(Structured pose outputs)
--- START ---

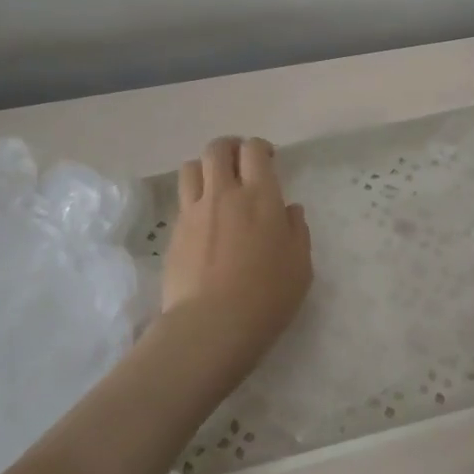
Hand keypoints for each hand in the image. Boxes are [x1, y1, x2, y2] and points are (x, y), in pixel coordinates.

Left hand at [158, 136, 313, 374]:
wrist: (211, 325)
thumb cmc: (267, 296)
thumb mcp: (300, 266)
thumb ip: (297, 231)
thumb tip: (289, 209)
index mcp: (260, 196)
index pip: (254, 151)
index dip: (260, 148)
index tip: (268, 160)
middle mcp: (223, 194)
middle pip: (217, 149)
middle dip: (230, 148)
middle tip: (240, 163)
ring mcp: (193, 212)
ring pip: (191, 167)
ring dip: (205, 168)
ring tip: (216, 185)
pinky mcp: (174, 233)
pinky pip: (182, 201)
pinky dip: (193, 199)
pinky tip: (204, 221)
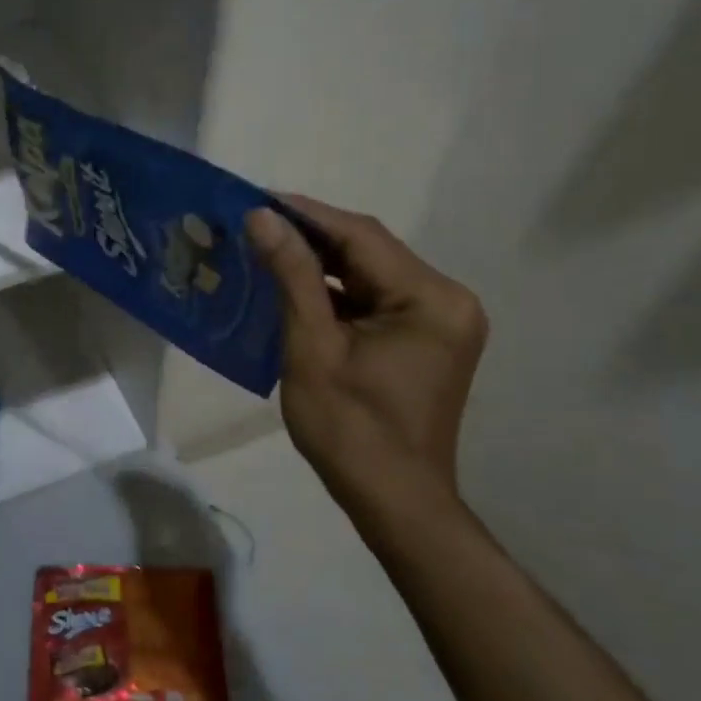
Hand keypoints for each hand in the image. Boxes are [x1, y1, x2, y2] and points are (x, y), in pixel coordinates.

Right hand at [246, 196, 487, 526]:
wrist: (394, 502)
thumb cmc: (350, 430)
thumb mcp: (312, 349)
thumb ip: (292, 276)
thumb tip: (262, 216)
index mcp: (430, 299)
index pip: (361, 237)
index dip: (306, 214)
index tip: (256, 198)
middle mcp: (446, 299)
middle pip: (369, 252)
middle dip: (311, 237)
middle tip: (254, 223)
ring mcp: (440, 320)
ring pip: (370, 274)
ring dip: (320, 264)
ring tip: (265, 249)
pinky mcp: (427, 339)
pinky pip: (376, 300)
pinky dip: (336, 293)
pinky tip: (294, 287)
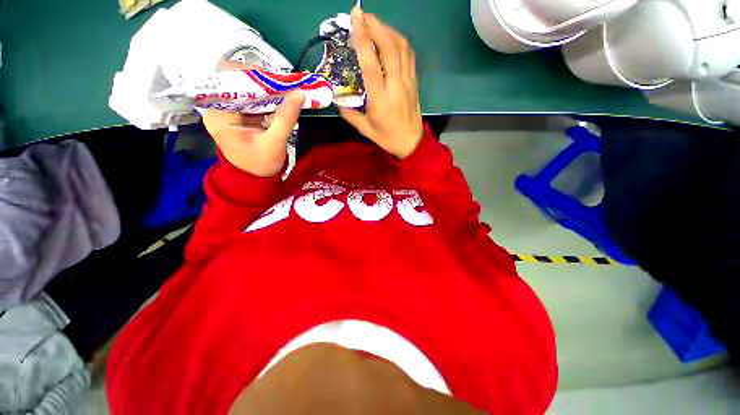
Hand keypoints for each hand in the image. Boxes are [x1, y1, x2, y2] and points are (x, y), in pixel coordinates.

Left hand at [203, 62, 304, 176]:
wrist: (256, 179)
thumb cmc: (262, 165)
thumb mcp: (275, 143)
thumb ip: (285, 118)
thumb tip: (299, 94)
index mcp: (219, 116)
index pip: (225, 81)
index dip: (247, 73)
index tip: (272, 78)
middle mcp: (218, 109)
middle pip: (235, 81)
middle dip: (260, 80)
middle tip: (283, 82)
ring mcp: (229, 110)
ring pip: (245, 88)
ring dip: (265, 87)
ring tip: (285, 87)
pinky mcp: (239, 114)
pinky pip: (252, 98)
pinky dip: (267, 96)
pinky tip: (281, 97)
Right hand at [339, 7, 423, 159]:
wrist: (411, 142)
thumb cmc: (388, 137)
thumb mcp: (366, 130)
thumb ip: (351, 115)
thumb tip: (338, 102)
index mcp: (380, 99)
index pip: (371, 63)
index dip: (362, 38)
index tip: (355, 18)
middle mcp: (395, 85)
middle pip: (389, 48)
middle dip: (376, 26)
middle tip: (363, 15)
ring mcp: (407, 82)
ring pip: (402, 48)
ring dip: (388, 30)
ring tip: (375, 23)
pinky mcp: (414, 81)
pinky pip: (409, 55)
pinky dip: (400, 41)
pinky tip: (391, 37)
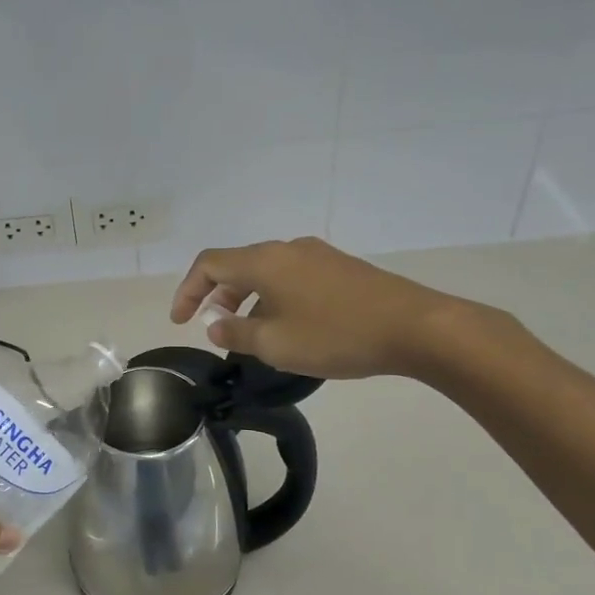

--- END ---

**Action item**
The answer must be an exact transcription of the lines from the one containing "middle mcp: (218, 109)" through the last line of the records above, both included, with no pictures.

**Response box**
middle mcp: (218, 109)
middle pip: (235, 81)
middle dip: (260, 80)
middle tip: (283, 82)
ring mcp: (229, 110)
ring pip: (245, 88)
ring dip: (265, 87)
ring tip: (285, 87)
pinky mcp: (239, 114)
pinky pip: (252, 98)
pinky dip: (267, 96)
pinky tip: (281, 97)
Right hand at [339, 7, 423, 159]:
wrist: (411, 142)
thumb cmc: (388, 137)
thumb mcp: (366, 130)
thumb ip: (351, 115)
thumb tip: (338, 102)
index mcp: (380, 99)
index pip: (371, 63)
index dip: (362, 38)
index tip: (355, 18)
middle mcp: (395, 85)
middle pip: (389, 48)
middle dip: (376, 26)
middle tip: (363, 15)
ring mcp: (407, 82)
ring pip: (402, 48)
ring dip: (388, 30)
ring tip: (375, 23)
pinky mcp: (414, 81)
pinky pip: (409, 55)
pinky dip: (400, 41)
pinky tip: (391, 37)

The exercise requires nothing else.